_What to work on_. Among the entries below, find the lines with the word "Station" and return them.

_Data provided_.
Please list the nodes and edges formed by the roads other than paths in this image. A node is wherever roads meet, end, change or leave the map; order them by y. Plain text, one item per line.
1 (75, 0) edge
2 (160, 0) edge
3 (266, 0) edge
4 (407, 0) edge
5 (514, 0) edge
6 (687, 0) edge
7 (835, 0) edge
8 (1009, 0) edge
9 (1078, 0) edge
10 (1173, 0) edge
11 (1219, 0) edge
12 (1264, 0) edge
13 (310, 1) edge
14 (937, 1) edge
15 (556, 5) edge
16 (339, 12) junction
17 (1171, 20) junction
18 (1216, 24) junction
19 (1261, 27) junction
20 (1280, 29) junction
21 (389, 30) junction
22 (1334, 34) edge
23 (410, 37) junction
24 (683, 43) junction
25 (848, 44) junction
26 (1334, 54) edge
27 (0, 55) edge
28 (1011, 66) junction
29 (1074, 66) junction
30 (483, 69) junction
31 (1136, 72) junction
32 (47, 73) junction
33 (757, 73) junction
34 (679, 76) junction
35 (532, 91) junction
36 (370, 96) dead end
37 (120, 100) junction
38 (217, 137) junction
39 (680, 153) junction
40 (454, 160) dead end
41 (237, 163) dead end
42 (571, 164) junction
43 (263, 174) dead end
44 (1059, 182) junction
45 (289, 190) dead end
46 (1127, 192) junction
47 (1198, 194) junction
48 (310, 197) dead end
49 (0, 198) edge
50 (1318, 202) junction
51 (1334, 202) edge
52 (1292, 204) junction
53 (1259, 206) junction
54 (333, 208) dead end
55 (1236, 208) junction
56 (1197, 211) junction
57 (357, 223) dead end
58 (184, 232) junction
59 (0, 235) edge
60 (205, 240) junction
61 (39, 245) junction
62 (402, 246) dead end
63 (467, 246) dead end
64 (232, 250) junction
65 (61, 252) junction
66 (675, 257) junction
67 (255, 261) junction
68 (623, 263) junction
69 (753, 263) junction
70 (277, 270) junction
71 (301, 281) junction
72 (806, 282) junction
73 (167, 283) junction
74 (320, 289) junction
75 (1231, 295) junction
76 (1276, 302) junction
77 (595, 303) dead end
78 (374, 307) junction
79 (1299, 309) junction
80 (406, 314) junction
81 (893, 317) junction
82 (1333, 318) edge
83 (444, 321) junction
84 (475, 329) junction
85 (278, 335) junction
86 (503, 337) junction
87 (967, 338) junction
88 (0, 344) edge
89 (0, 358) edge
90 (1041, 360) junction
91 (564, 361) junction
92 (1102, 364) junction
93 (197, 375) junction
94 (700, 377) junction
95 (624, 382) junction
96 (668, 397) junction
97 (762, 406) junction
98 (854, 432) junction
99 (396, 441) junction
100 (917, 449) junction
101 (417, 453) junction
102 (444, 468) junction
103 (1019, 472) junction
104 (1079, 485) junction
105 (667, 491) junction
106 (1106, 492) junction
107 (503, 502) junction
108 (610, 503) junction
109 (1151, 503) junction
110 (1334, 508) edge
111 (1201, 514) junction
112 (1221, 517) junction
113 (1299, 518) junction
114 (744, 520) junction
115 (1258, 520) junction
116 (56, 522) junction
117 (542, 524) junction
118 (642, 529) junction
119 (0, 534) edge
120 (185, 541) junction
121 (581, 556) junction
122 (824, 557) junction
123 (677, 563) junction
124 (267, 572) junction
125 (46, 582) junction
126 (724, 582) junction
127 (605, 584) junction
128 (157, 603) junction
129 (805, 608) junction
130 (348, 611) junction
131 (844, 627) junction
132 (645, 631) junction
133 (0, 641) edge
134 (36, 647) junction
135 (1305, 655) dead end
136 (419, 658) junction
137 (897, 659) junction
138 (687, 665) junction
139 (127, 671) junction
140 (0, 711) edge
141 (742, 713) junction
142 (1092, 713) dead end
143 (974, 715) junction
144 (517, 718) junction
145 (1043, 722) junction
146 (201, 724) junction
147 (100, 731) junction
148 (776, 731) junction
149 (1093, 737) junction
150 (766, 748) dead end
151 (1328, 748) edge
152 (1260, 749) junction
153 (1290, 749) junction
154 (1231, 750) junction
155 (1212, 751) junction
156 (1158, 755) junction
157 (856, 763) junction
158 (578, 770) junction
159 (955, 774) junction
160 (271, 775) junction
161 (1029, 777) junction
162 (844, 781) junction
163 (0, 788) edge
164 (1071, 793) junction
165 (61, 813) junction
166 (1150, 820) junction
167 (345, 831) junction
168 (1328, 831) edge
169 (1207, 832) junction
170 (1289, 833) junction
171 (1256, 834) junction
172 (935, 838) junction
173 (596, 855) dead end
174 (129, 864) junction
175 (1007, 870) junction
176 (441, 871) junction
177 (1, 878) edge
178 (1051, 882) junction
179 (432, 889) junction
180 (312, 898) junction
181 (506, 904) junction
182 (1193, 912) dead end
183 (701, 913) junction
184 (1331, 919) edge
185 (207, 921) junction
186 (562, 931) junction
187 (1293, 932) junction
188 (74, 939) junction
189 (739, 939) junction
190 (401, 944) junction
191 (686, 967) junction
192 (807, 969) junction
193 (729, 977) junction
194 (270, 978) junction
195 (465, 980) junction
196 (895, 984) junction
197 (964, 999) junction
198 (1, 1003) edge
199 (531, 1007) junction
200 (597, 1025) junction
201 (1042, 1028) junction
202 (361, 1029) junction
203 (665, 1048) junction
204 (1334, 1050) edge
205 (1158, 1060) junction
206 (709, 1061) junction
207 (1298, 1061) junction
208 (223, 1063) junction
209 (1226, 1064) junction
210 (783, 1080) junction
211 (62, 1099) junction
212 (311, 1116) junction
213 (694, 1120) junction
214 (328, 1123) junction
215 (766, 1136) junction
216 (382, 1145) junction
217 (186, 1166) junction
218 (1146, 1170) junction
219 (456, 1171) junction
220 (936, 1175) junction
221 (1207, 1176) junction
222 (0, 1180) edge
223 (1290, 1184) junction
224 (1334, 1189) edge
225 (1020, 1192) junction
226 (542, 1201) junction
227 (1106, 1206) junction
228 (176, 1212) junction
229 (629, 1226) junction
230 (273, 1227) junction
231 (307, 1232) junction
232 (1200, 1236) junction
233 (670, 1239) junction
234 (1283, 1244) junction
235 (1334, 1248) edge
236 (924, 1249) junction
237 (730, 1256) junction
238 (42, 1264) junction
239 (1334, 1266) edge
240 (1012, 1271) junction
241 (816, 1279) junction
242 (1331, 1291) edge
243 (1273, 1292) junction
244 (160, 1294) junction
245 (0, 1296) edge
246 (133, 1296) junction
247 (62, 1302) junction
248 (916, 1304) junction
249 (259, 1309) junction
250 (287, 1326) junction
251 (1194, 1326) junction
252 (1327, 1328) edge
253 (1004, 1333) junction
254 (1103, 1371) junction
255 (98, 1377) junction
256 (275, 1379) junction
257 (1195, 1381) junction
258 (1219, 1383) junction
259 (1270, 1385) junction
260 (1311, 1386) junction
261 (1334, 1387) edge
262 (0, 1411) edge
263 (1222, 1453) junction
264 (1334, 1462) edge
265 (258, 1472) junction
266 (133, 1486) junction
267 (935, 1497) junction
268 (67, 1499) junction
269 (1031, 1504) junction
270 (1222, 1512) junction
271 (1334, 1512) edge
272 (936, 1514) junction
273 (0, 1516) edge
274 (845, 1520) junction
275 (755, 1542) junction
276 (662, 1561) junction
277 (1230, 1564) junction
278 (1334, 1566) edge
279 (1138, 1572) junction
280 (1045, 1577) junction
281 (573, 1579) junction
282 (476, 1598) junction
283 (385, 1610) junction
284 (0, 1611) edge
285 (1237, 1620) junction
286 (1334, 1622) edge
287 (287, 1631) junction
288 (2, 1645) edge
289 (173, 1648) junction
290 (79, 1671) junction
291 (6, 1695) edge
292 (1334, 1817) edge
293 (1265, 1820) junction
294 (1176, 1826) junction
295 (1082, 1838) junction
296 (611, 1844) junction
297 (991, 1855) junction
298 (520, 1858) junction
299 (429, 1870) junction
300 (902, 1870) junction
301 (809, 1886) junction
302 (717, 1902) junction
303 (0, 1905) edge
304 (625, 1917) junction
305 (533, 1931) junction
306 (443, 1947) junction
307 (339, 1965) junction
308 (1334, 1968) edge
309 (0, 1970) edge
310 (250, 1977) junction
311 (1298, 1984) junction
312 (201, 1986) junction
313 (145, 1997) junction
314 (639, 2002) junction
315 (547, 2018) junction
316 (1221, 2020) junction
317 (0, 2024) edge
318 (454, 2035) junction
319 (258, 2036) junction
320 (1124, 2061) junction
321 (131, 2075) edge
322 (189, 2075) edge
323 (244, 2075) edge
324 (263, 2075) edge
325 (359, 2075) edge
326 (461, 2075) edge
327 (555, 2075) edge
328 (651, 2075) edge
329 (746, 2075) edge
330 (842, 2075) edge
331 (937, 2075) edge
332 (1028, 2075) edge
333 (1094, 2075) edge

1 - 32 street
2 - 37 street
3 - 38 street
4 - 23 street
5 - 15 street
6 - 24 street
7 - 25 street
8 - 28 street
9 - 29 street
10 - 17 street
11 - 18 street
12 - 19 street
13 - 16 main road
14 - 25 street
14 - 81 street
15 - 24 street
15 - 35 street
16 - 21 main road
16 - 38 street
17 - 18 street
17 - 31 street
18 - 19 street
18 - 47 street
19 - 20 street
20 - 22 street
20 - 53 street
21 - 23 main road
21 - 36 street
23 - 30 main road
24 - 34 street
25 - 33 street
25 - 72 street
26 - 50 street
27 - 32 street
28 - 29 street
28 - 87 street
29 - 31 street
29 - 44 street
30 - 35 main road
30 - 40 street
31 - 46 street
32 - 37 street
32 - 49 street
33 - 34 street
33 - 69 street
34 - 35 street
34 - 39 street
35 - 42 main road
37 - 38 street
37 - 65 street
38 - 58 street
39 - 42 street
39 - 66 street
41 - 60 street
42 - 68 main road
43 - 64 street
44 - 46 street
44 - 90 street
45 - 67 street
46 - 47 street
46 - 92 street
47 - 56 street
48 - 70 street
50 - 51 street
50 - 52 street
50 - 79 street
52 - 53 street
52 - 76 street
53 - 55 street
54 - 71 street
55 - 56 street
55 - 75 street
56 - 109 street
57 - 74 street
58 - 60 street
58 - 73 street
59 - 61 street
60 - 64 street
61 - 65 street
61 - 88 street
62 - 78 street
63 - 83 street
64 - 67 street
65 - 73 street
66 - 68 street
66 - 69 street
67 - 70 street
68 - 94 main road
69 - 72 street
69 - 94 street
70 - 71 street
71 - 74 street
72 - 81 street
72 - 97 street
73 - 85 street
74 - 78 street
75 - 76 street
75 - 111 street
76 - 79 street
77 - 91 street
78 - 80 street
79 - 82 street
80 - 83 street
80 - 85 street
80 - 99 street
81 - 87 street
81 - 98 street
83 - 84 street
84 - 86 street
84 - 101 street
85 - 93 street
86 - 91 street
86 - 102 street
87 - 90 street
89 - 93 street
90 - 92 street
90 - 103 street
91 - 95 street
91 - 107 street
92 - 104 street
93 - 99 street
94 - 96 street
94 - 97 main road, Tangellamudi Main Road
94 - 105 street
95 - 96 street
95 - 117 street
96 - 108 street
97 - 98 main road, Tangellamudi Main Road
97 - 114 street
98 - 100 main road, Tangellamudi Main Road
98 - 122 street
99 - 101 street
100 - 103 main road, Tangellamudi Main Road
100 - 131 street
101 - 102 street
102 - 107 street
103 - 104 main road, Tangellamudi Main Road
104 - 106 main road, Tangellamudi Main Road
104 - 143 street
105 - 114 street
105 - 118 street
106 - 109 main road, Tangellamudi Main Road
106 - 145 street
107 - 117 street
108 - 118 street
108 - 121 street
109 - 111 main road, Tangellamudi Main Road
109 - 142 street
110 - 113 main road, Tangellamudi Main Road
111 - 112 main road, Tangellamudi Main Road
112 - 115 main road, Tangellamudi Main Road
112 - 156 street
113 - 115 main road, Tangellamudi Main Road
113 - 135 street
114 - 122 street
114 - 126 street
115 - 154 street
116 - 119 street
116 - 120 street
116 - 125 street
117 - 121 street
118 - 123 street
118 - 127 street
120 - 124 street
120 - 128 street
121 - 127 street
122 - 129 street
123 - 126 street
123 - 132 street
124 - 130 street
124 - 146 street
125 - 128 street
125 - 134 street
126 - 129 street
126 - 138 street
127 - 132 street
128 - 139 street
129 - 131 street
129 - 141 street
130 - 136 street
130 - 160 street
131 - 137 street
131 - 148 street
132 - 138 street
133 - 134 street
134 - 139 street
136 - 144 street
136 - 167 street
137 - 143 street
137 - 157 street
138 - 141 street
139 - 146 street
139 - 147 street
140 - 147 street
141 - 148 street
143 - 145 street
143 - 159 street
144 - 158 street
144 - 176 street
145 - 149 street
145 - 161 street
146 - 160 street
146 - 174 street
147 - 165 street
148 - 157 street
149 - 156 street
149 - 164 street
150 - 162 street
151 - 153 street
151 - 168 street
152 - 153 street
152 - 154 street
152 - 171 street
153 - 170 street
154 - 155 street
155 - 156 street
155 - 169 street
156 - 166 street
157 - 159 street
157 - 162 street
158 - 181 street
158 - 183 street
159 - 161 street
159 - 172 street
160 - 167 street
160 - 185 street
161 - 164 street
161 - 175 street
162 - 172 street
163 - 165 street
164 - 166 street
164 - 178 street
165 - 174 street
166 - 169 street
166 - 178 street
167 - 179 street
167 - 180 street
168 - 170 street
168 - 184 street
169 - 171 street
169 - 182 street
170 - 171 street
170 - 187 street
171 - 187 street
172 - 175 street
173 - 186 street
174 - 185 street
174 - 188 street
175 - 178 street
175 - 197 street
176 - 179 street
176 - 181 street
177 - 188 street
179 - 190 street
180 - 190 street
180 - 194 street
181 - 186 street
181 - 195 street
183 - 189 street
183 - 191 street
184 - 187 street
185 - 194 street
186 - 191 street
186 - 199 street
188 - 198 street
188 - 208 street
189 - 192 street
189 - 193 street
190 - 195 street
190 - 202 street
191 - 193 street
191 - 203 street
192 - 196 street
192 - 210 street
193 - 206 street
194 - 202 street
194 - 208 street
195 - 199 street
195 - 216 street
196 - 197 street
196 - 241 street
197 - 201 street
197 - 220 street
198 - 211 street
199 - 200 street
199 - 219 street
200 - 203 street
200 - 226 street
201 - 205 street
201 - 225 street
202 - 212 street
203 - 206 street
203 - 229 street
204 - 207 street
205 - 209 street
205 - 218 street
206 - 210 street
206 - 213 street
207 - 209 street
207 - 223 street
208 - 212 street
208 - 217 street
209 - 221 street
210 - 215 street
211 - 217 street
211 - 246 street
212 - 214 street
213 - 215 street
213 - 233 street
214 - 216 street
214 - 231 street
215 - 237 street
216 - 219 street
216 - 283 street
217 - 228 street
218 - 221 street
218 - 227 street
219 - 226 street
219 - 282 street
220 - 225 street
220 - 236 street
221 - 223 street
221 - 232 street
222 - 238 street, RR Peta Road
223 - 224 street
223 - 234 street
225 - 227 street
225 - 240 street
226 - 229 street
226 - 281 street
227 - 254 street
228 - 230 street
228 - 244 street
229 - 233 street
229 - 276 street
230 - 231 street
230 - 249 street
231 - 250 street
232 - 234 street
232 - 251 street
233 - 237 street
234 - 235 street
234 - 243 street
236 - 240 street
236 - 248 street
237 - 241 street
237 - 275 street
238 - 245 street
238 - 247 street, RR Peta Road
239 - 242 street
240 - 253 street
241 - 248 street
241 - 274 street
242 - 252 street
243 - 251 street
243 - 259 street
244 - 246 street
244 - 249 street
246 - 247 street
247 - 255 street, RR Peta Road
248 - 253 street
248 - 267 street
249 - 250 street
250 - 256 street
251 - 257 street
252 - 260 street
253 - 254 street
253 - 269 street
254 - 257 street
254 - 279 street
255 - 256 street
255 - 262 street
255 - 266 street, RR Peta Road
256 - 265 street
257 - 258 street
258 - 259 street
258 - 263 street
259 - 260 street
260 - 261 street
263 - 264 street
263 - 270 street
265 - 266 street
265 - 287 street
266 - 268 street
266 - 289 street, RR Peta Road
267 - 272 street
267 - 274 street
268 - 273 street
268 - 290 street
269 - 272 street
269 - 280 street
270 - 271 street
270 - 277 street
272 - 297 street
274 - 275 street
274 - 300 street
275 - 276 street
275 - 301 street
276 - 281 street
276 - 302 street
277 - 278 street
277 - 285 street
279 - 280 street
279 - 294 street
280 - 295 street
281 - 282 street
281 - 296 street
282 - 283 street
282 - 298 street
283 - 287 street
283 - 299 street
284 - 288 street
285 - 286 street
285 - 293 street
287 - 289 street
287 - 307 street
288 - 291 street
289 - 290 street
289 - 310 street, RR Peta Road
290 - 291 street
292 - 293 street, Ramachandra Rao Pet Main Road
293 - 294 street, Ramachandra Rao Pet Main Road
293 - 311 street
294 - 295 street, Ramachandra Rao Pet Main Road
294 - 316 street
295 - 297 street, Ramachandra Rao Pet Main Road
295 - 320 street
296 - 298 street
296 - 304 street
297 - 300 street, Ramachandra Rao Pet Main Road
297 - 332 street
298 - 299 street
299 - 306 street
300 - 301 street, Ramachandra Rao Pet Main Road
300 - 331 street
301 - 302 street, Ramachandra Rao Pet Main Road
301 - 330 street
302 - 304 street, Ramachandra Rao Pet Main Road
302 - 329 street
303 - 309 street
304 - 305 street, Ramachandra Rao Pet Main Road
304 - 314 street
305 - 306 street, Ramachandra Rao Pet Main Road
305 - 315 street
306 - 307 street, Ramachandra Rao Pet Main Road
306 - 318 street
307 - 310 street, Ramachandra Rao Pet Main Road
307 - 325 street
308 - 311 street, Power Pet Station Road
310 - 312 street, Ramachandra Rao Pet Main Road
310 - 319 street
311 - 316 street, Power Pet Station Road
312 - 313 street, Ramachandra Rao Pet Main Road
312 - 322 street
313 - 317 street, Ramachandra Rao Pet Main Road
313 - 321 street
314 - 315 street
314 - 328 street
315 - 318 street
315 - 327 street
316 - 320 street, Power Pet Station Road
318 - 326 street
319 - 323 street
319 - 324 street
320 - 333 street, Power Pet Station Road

_The completed task_.
308 - 311 street, Power Pet Station Road
311 - 316 street, Power Pet Station Road
316 - 320 street, Power Pet Station Road
320 - 333 street, Power Pet Station Road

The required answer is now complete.